— The task —
Your task is to extract every entry that follows word for word while excluding the pictures.

— Stored data —

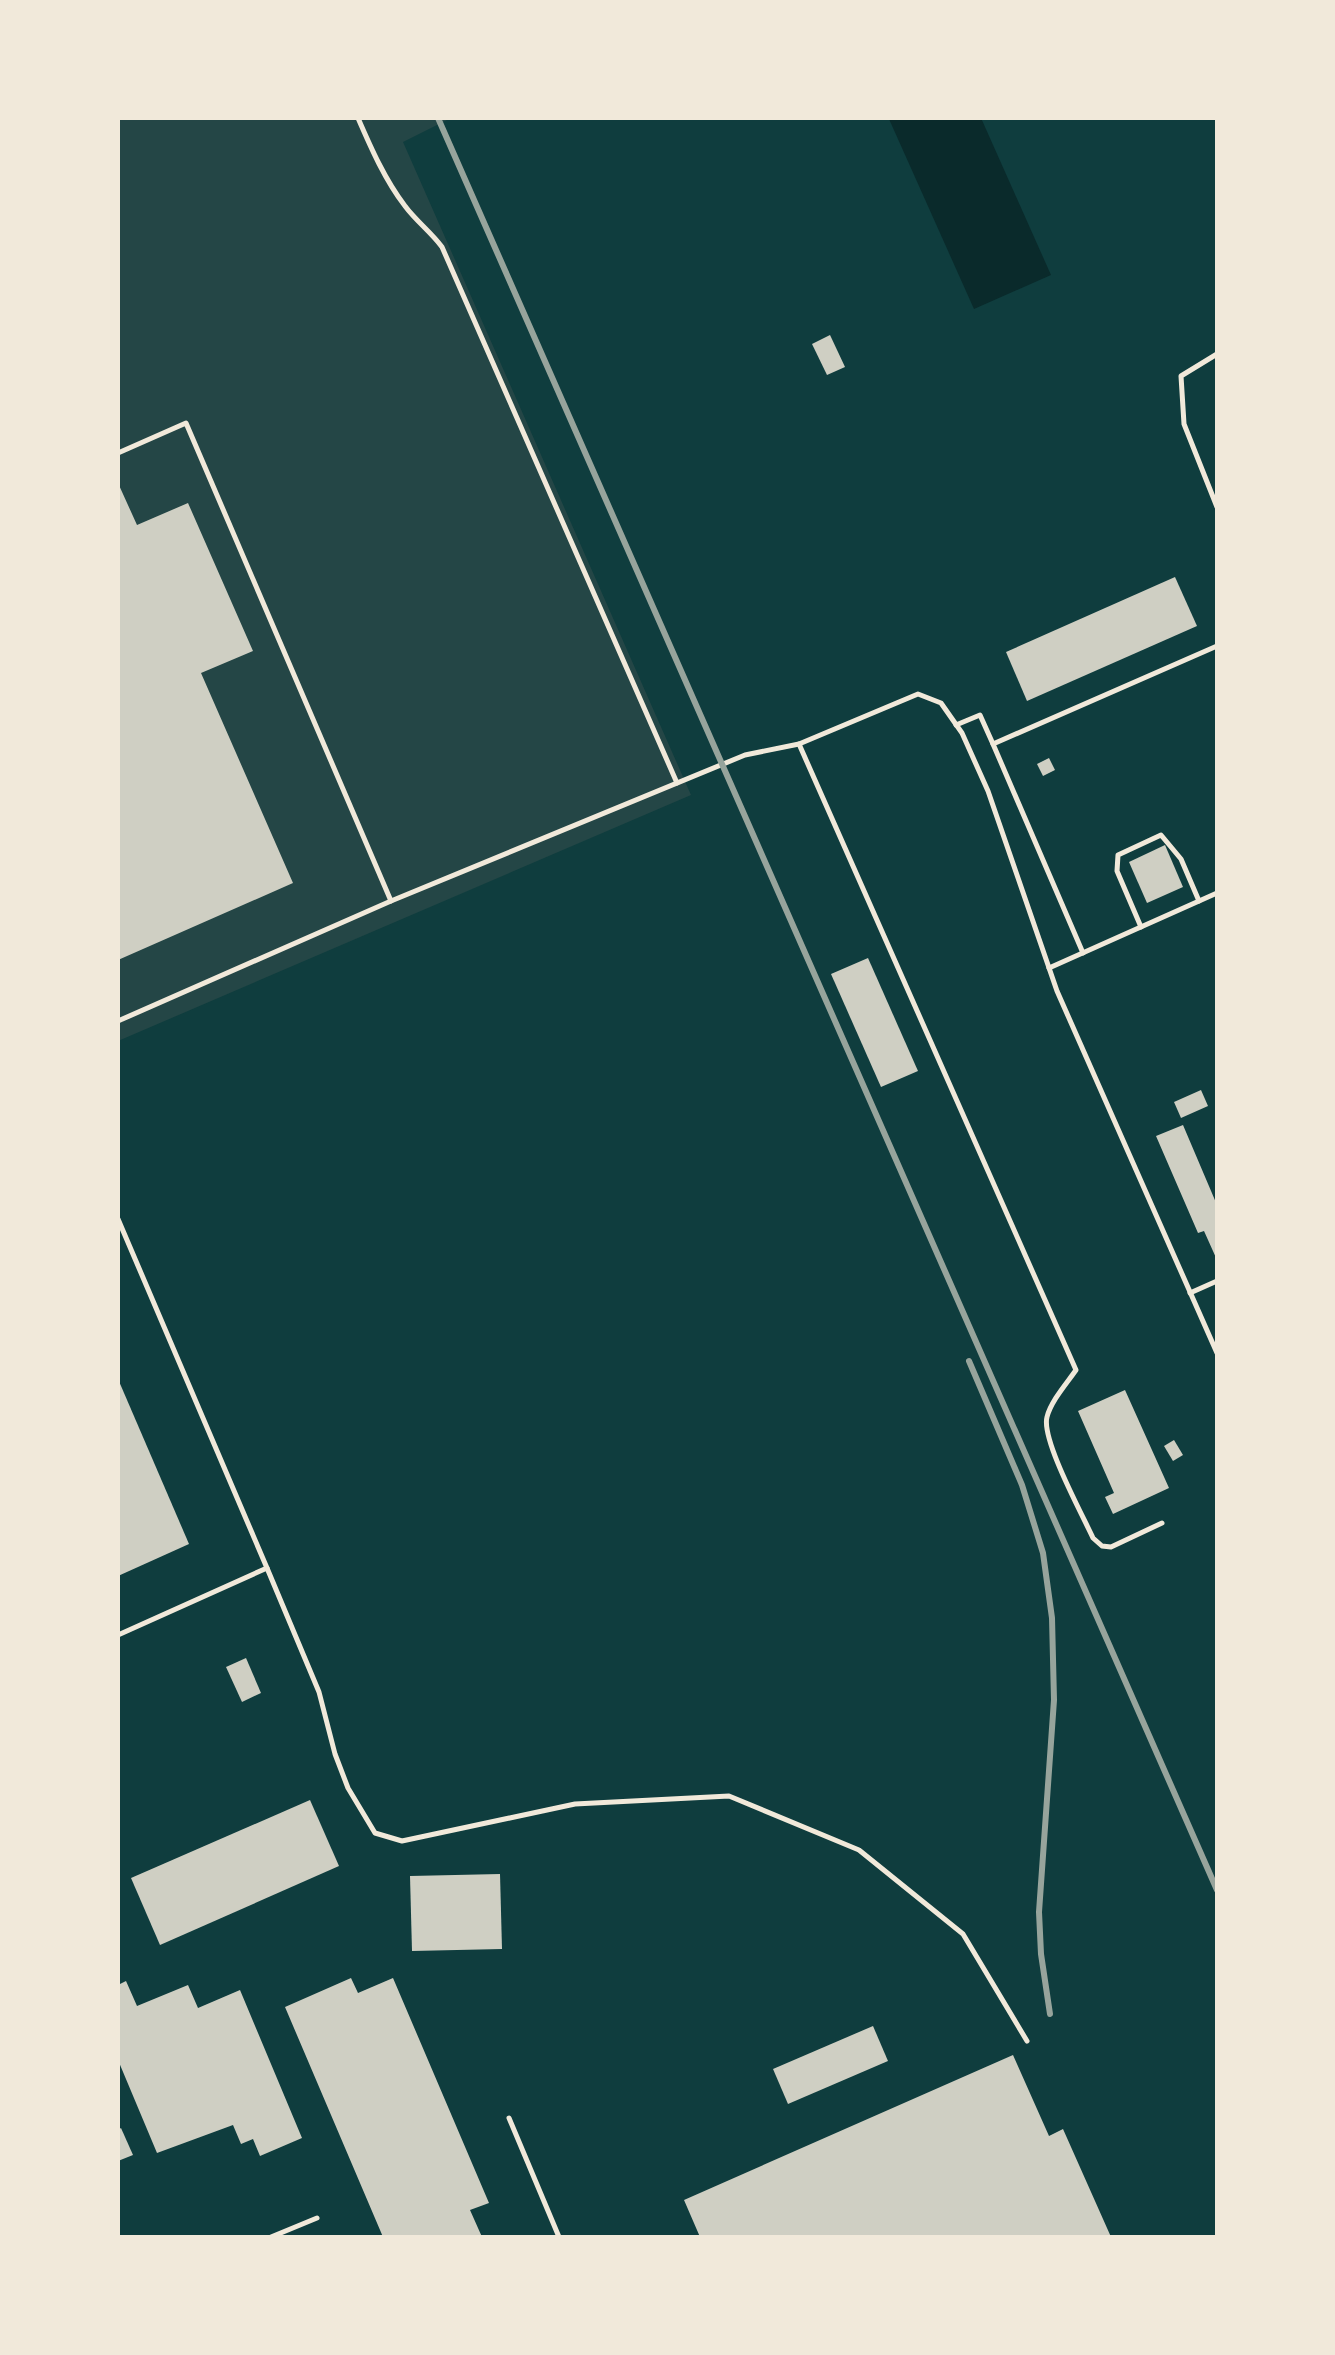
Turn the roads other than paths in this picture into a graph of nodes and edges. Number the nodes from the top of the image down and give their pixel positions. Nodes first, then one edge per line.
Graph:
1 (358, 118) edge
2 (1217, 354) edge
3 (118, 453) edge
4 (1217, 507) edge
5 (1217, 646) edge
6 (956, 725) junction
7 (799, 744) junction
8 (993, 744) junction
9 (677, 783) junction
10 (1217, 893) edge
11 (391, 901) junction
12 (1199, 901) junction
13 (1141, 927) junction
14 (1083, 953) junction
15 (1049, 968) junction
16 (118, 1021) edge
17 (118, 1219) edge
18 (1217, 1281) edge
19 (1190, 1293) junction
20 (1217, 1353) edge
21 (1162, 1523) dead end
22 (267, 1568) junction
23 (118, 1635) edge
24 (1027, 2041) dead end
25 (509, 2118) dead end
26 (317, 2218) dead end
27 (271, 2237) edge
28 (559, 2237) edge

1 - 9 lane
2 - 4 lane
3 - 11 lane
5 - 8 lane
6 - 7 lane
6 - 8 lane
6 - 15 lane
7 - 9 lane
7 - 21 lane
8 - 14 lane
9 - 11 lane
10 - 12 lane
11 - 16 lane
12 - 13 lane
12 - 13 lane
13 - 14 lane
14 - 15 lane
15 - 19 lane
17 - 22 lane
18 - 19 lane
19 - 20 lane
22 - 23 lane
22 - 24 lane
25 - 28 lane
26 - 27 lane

— Answer for this exercise —
Turn the roads other than paths in this picture into a graph of nodes and edges. Number the nodes from the top of the image down and give their pixel positions. Nodes first, then one edge per line.
Graph:
1 (358, 118) edge
2 (1217, 354) edge
3 (118, 453) edge
4 (1217, 507) edge
5 (1217, 646) edge
6 (956, 725) junction
7 (799, 744) junction
8 (993, 744) junction
9 (677, 783) junction
10 (1217, 893) edge
11 (391, 901) junction
12 (1199, 901) junction
13 (1141, 927) junction
14 (1083, 953) junction
15 (1049, 968) junction
16 (118, 1021) edge
17 (118, 1219) edge
18 (1217, 1281) edge
19 (1190, 1293) junction
20 (1217, 1353) edge
21 (1162, 1523) dead end
22 (267, 1568) junction
23 (118, 1635) edge
24 (1027, 2041) dead end
25 (509, 2118) dead end
26 (317, 2218) dead end
27 (271, 2237) edge
28 (559, 2237) edge

1 - 9 lane
2 - 4 lane
3 - 11 lane
5 - 8 lane
6 - 7 lane
6 - 8 lane
6 - 15 lane
7 - 9 lane
7 - 21 lane
8 - 14 lane
9 - 11 lane
10 - 12 lane
11 - 16 lane
12 - 13 lane
12 - 13 lane
13 - 14 lane
14 - 15 lane
15 - 19 lane
17 - 22 lane
18 - 19 lane
19 - 20 lane
22 - 23 lane
22 - 24 lane
25 - 28 lane
26 - 27 lane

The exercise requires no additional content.